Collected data
• • •

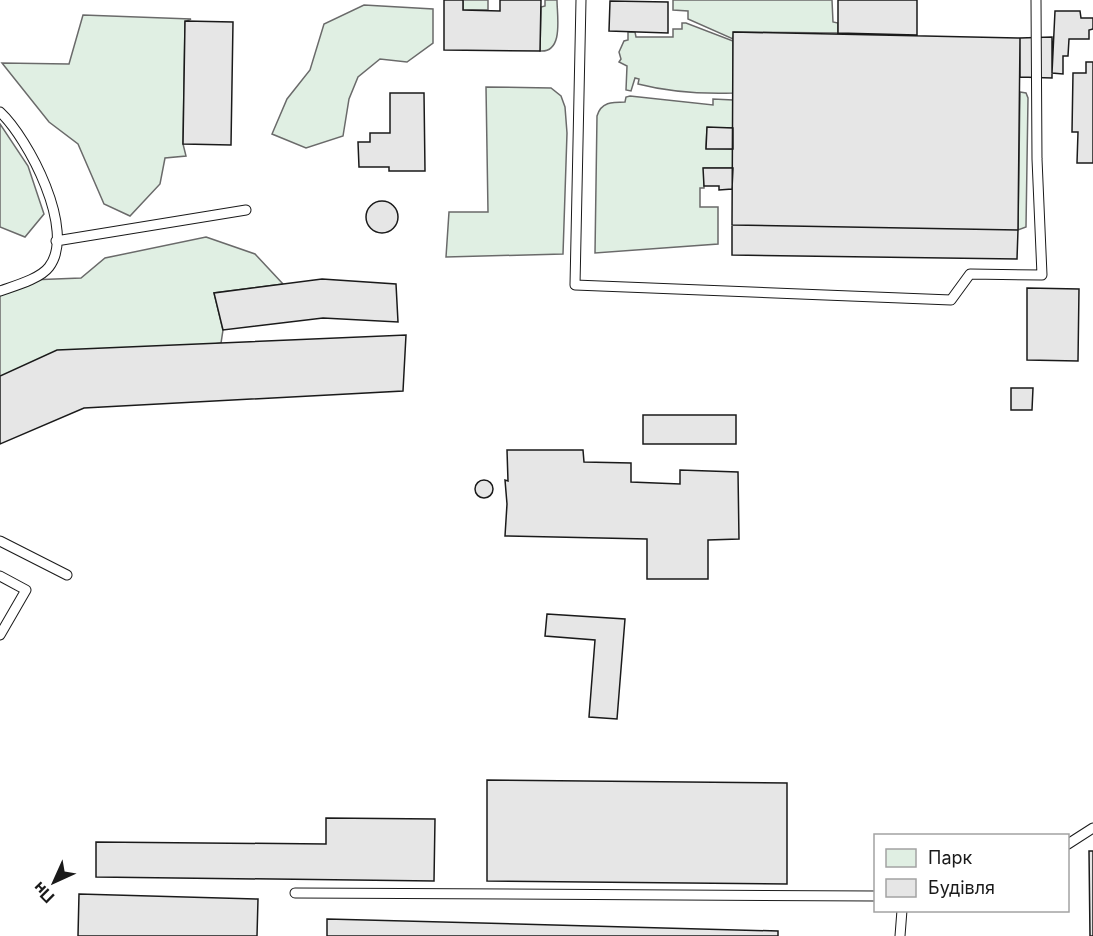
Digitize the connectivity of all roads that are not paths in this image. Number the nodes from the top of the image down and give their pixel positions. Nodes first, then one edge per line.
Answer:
1 (581, 0) edge
2 (1036, 0) edge
3 (0, 112) edge
4 (246, 210) dead end
5 (56, 241) junction
6 (0, 291) edge
7 (0, 541) edge
8 (67, 575) dead end
9 (0, 576) edge
10 (0, 635) edge
11 (1093, 828) edge
12 (1069, 843) edge
13 (295, 893) dead end
14 (874, 896) edge
15 (902, 912) edge
16 (900, 936) edge

1 - 2 lane
3 - 5 lane
4 - 5 lane
5 - 6 lane
7 - 8 lane
9 - 10 lane
11 - 12 lane
13 - 14 lane
15 - 16 lane

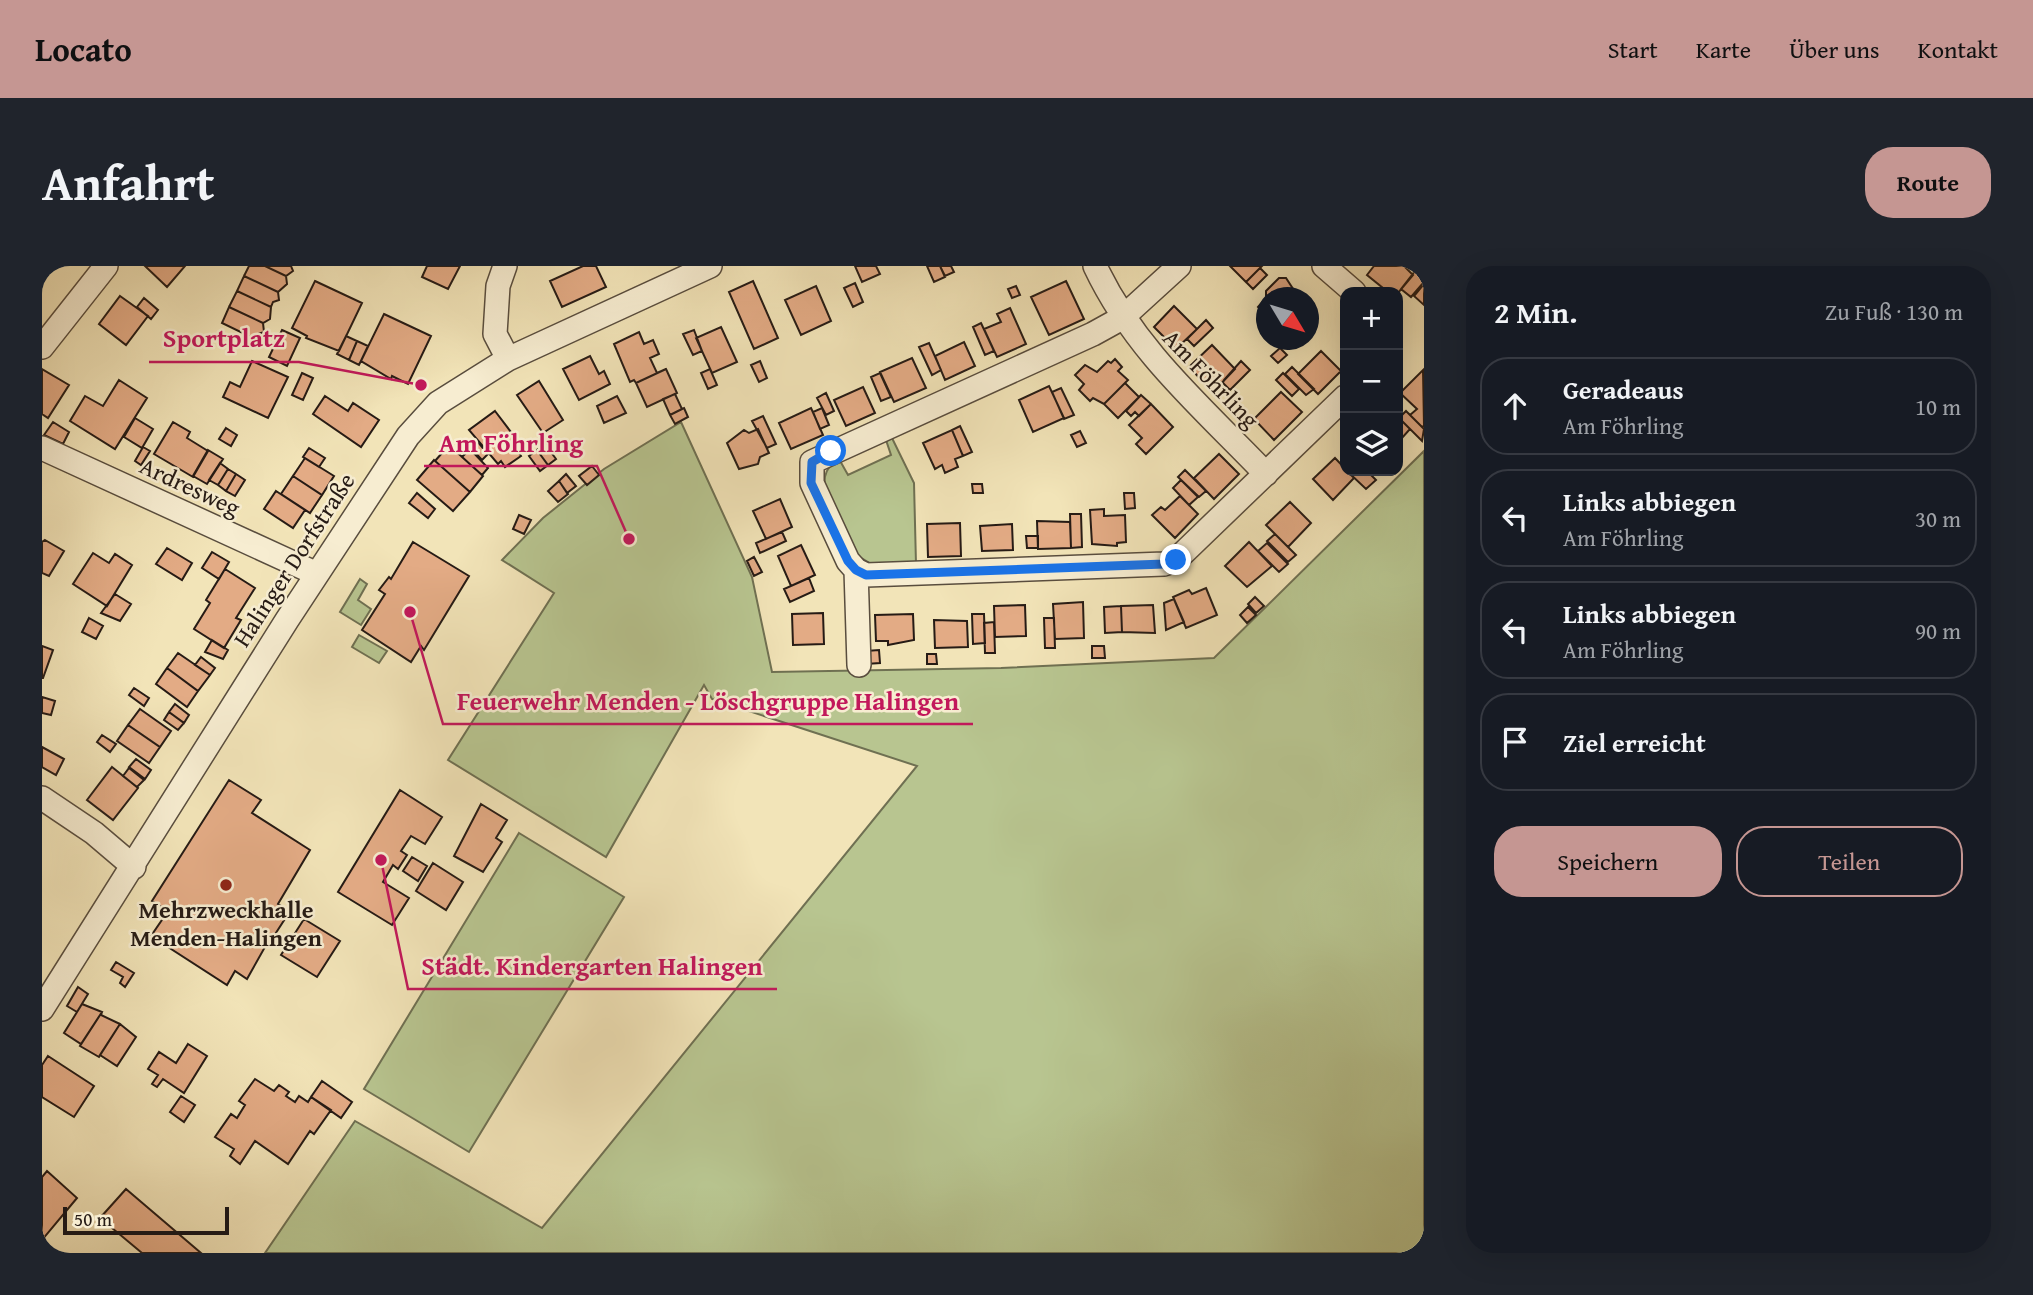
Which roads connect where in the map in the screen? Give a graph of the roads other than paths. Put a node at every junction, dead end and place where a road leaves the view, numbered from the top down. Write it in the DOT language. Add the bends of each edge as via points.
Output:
graph roads {
  1 [pos="106,266"];
  2 [pos="505,266"];
  3 [pos="710,266"];
  4 [pos="1095,266"];
  5 [pos="1179,266"];
  6 [pos="1324,266"];
  7 [pos="1348,287"];
  8 [pos="1122,318"];
  9 [pos="42,347"];
  10 [pos="508,359"];
  11 [pos="1340,402"];
  12 [pos="42,448"];
  13 [pos="1266,474"];
  14 [pos="856,570"];
  15 [pos="317,574"];
  16 [pos="859,665"];
  17 [pos="42,798"];
  18 [pos="134,867"];
  19 [pos="42,1009"];
  1 -- 9 [label="street"];
  2 -- 10 [label="street" via="498,286 495,334"];
  3 -- 10 [label="street, Halinger Dorfstraße"];
  4 -- 8 [label="street, Am Föhrling"];
  5 -- 8 [label="street"];
  6 -- 7 [label="street"];
  8 -- 13 [label="street, Am Föhrling" via="1141,344"];
  8 -- 14 [label="street" via="812,462 811,483"];
  10 -- 15 [label="street, Halinger Dorfstraße" via="438,404 408,436"];
  11 -- 13 [label="street"];
  12 -- 15 [label="street, Ardresweg"];
  13 -- 14 [label="street" via="1188,551 1164,564 866,575"];
  14 -- 16 [label="street"];
  15 -- 18 [label="street, Halinger Dorfstraße"];
  17 -- 18 [label="street"];
  18 -- 19 [label="street, Halinger Dorfstraße"];
}
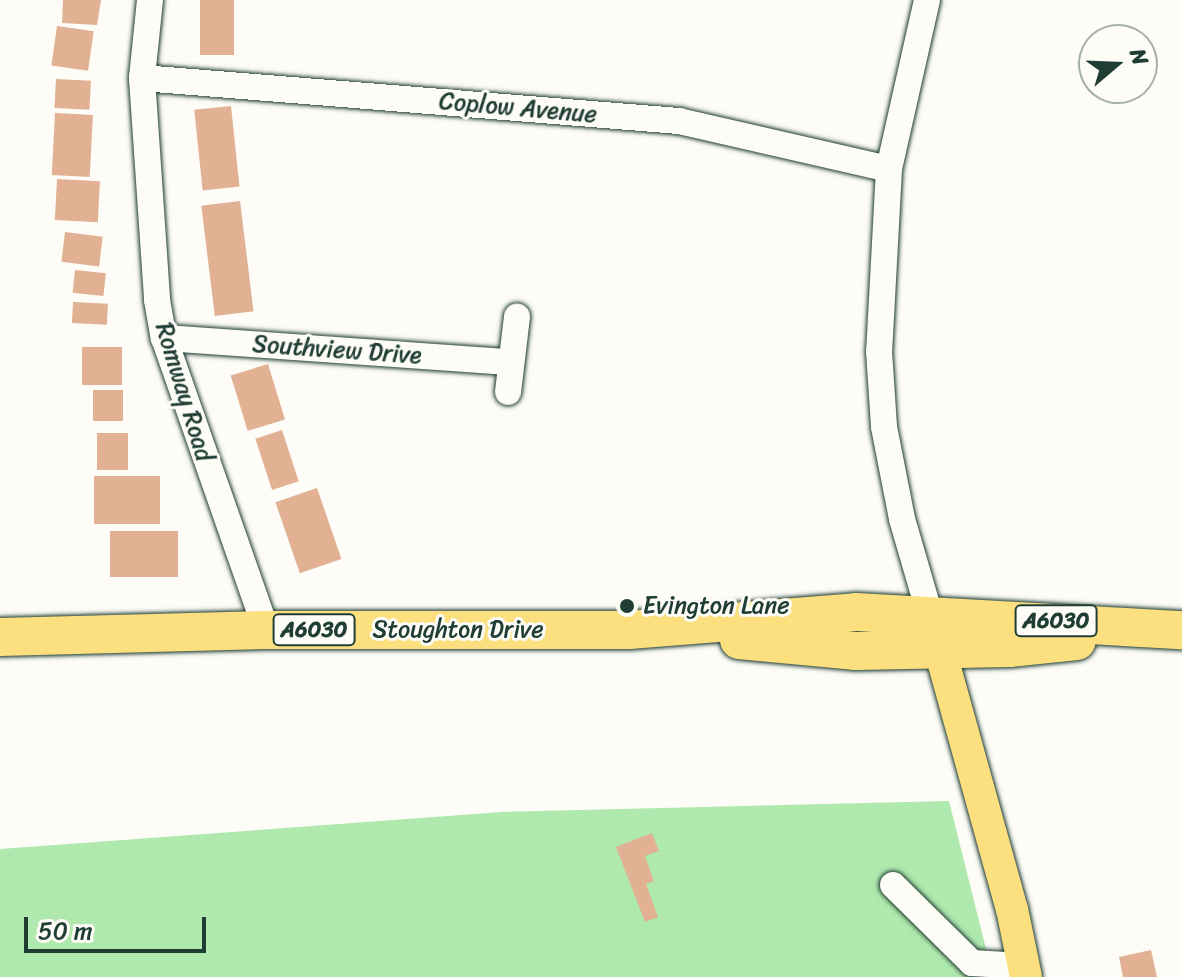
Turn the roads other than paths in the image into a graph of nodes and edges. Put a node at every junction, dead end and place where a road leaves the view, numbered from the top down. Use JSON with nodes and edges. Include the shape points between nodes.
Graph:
{"nodes":[{"id":1,"x":150,"y":0,"type":"edge"},
{"id":2,"x":927,"y":0,"type":"edge"},
{"id":3,"x":142,"y":78,"type":"junction"},
{"id":4,"x":889,"y":169,"type":"junction"},
{"id":5,"x":517,"y":317,"type":"dead end"},
{"id":6,"x":164,"y":338,"type":"junction"},
{"id":7,"x":510,"y":362,"type":"junction"},
{"id":8,"x":508,"y":392,"type":"dead end"},
{"id":9,"x":266,"y":630,"type":"junction"},
{"id":10,"x":1182,"y":631,"type":"edge"},
{"id":11,"x":935,"y":633,"type":"junction"},
{"id":12,"x":0,"y":637,"type":"edge"},
{"id":13,"x":893,"y":885,"type":"dead end"},
{"id":14,"x":1024,"y":972,"type":"edge"}],
"edges":[{"from":1,"to":3,"type":"street","name":"Romway Road"},
{"from":2,"to":4,"type":"street"},
{"from":3,"to":4,"type":"street","name":"Coplow Avenue","via":[[679,121]]},
{"from":3,"to":6,"type":"street","name":"Romway Road"},
{"from":4,"to":11,"type":"street","via":[[879,351],[884,427],[902,519]]},
{"from":5,"to":7,"type":"street"},
{"from":6,"to":7,"type":"street","name":"Southview Drive"},
{"from":6,"to":9,"type":"street","name":"Romway Road"},
{"from":7,"to":8,"type":"street"},
{"from":9,"to":11,"type":"highway","name":"Stoughton Drive","number":"A6030","via":[[629,630],[856,651]]},
{"from":9,"to":12,"type":"highway","name":"Stoughton Drive","number":"A6030"},
{"from":10,"to":11,"type":"highway","number":"A6030","via":[[1009,648]]},
{"from":11,"to":14,"type":"main road","via":[[1012,909]]},
{"from":13,"to":14,"type":"street","via":[[972,963]]}]}
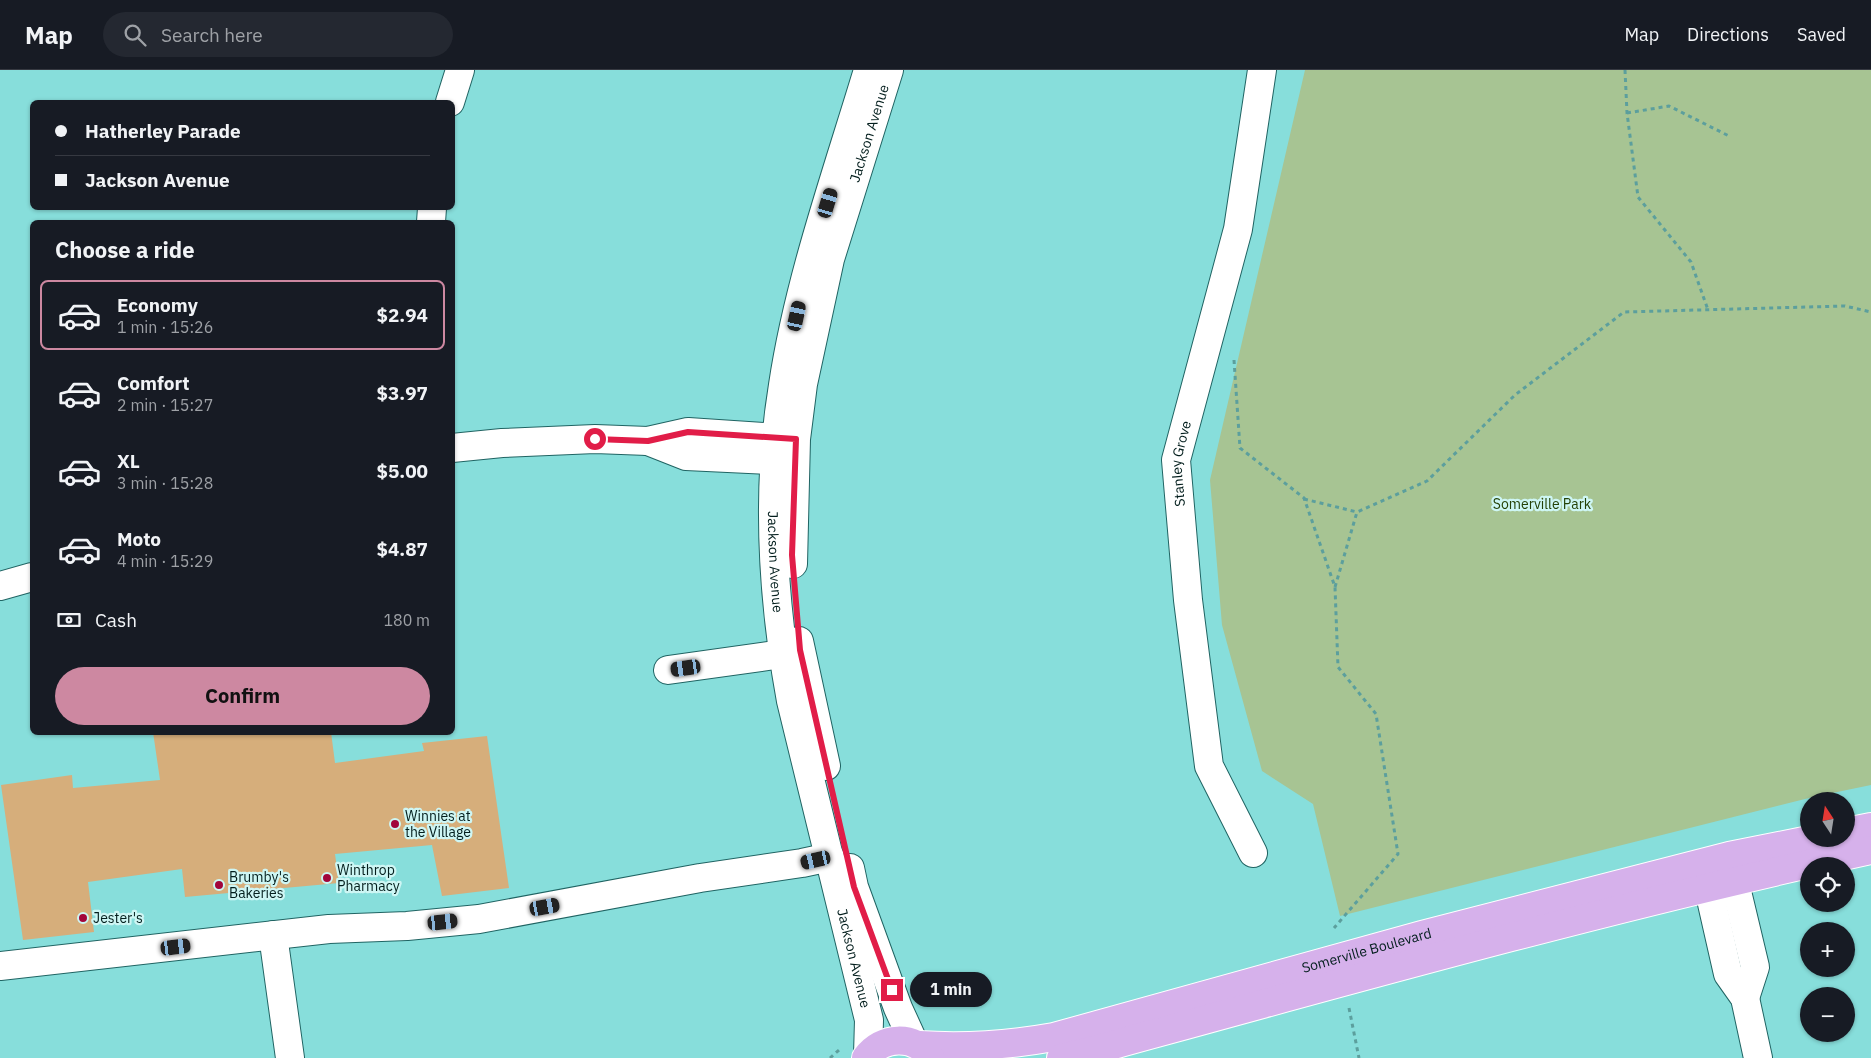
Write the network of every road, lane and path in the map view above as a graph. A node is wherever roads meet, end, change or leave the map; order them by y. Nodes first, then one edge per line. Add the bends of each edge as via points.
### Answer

• • •

**WHAT YOU NEED TO DO:**
Copy out every line of the data in which the word "bends" is found.

**OUTPUT OF THE EXERCISE:**
Which roads connect where in the map in the screen? Give a graph of the roads other than paths. Put a node at every junction, dead end and place where a road leaves the view, numbered from the top down. Write it in the DOT language. Add the bends of each edge as via points.
Write the network of every road, lane and path in the map view above as a graph. A node is wherever roads meet, end, change or leave the map; order them by y. Nodes first, then one edge per line. Add the bends of each edge as via points.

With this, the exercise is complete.